Electrocardiographic Diagnosis of Evolving Acute Myocardial Infarction in the Presence of Left Bundle Branch Block

Clinical Question

Can acute MI be diagnosed electrocardiographically in the setting of LBBB?

Clinical Bottom Line

  1. Three electrocardiographic criteria, present singly or in combination, can predict with high accuracy acute MI in the setting of LBBB if present.
  2. The absence of these electrocardiographic findings does NOT rule out MI.

The Evidence

Derivation Group

UNIVARIATE Analysis Likelihood Ratio (positive) [95% CI] Likelihood Ratio (negative) [95% CI] Multivariate score
ST segment elevation > 1 mm concordant with the QRS direction 9.54 [3.1-17.3] 0.3 [0.22-0.39] 5
ST segment depression in leads V1 - V3 6.58 [2.6-16.1] 0.78 [0.7-0.87] 3
ST segment elevation > 5 mm discordant with the QRS direction 3.63 [2.0-6.8] 0.75 [0.67-0.86] 2

By ROC Curve (0.874) to achieve a > 90% sensitivity and re-applied with a MV score of 3 or >:

Derivation Group Validation Group
Likelihood Ratio (positive) 7.8 9.0
Likelihood Ratio (negative) 0.2 0.7

Comments

  1. There was an independent, blind comparison with a reference standard. The study group was comprised of patients derived from the GUSTO trial (the North American Subgroup), and the control group consisted of patients selected from the Duke Cardiovascular Databank who had LBBB and NO MI or chest pain (but angiographically documented CAD.)
  2. Methods were described in sufficient detail to allow replication.
  3. This was a retrospective analysis of a large cohort of patients entered prospectively.
  4. The overall prevalence of LBBB in the cohort was quite low -- 145/26,003 patients, or 0.6%. Of the 145 patients, 131 had MI diagnosed by serial cardiac enzyme determinations or other means.
  5. Of note is that the results of the derivation group were analyzed univariately and multivariately, and given scores from 1 to 5 based on their intrinsic ability to accurately predict the presence of MI. This was then tested in a validation group (results presented in the second table above.)
  6. The validation group's LR's are fairly close to the derivation groups, at least statistically speaking.
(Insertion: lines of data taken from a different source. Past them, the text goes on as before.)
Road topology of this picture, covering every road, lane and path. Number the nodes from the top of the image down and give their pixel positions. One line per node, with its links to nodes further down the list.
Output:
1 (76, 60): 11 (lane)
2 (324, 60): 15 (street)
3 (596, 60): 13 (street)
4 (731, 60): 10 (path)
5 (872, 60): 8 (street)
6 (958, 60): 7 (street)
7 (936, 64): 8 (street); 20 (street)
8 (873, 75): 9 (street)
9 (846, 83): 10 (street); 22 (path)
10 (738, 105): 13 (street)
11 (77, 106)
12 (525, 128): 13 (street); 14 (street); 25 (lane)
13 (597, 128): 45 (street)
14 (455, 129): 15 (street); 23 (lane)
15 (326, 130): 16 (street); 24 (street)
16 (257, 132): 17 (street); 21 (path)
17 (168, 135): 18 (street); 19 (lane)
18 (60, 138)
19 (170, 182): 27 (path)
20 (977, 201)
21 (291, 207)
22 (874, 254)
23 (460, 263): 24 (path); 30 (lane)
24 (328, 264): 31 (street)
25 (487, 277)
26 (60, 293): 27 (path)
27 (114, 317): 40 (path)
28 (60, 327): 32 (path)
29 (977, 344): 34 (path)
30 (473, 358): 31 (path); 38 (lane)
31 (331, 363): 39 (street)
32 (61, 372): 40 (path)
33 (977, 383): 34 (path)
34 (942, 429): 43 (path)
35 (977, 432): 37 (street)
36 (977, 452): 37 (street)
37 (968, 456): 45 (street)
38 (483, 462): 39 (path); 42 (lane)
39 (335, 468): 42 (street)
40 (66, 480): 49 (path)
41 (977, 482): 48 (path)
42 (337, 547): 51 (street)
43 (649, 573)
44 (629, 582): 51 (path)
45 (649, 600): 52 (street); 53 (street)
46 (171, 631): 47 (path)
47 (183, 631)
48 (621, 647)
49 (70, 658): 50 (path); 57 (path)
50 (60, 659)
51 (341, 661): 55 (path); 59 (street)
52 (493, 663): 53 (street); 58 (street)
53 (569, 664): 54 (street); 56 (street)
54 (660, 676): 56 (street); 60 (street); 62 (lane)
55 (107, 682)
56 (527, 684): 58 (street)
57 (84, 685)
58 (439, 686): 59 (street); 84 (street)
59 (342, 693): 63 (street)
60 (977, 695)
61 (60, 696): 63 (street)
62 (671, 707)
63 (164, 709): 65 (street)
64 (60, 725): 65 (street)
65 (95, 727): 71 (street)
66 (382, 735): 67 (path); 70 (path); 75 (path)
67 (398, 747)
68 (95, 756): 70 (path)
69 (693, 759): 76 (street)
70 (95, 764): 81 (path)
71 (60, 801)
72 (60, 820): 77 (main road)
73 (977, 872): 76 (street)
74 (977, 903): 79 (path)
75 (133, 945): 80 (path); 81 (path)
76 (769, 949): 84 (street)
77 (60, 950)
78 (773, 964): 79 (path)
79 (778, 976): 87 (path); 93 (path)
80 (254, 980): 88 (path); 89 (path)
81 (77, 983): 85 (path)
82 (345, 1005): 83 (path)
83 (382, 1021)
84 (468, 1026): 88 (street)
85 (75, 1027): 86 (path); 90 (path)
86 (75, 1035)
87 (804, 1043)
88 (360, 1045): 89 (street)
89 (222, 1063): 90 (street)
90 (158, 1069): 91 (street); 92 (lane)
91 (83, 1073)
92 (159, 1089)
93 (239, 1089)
Because the validation group was smaller and showed a greater specificity, this was reflected in the higher +LR (farther from 1) and -LR (closer to 1).
  7. The authors noted that there was no distinction made between new or old LBBB. That information was not available in the GUSTO data. However, this is likely to reflect clinical practice as patients usually do not come with previous EKG's, and as was mentioned above, the overall prevalence of LBBB in a large cohort was low, therefore making it likely that this is not a significant issue,
  8. The use of matched controls who had documented CAD and no CP or MI could have increased the specificity of the diagnostic criteria somewhat.
  9. In all, these electrocardiographic criteria are simple enough to learn that ED physicians and PCP's could diagnose MI's earlier in patients with MI and LBBB. Earlier treatment with thrombolytics may reduce the post-MI myocardial damage compared with later treatment. In addition, more EKG's are likely to be correctly interpreted using these criteria.

APPRAISED BY: Katy Wong, MD

DATE: November 5, 1996

REVIEWED BY: Patrick J. Sousa, MD

Sgarbossa EB, et al. Electrocardiographic Diagnosis of Evolving Acute Myocardial Infarction in the Presence of Left Bundle Branch Block. NEJM, 1996;334:481-487.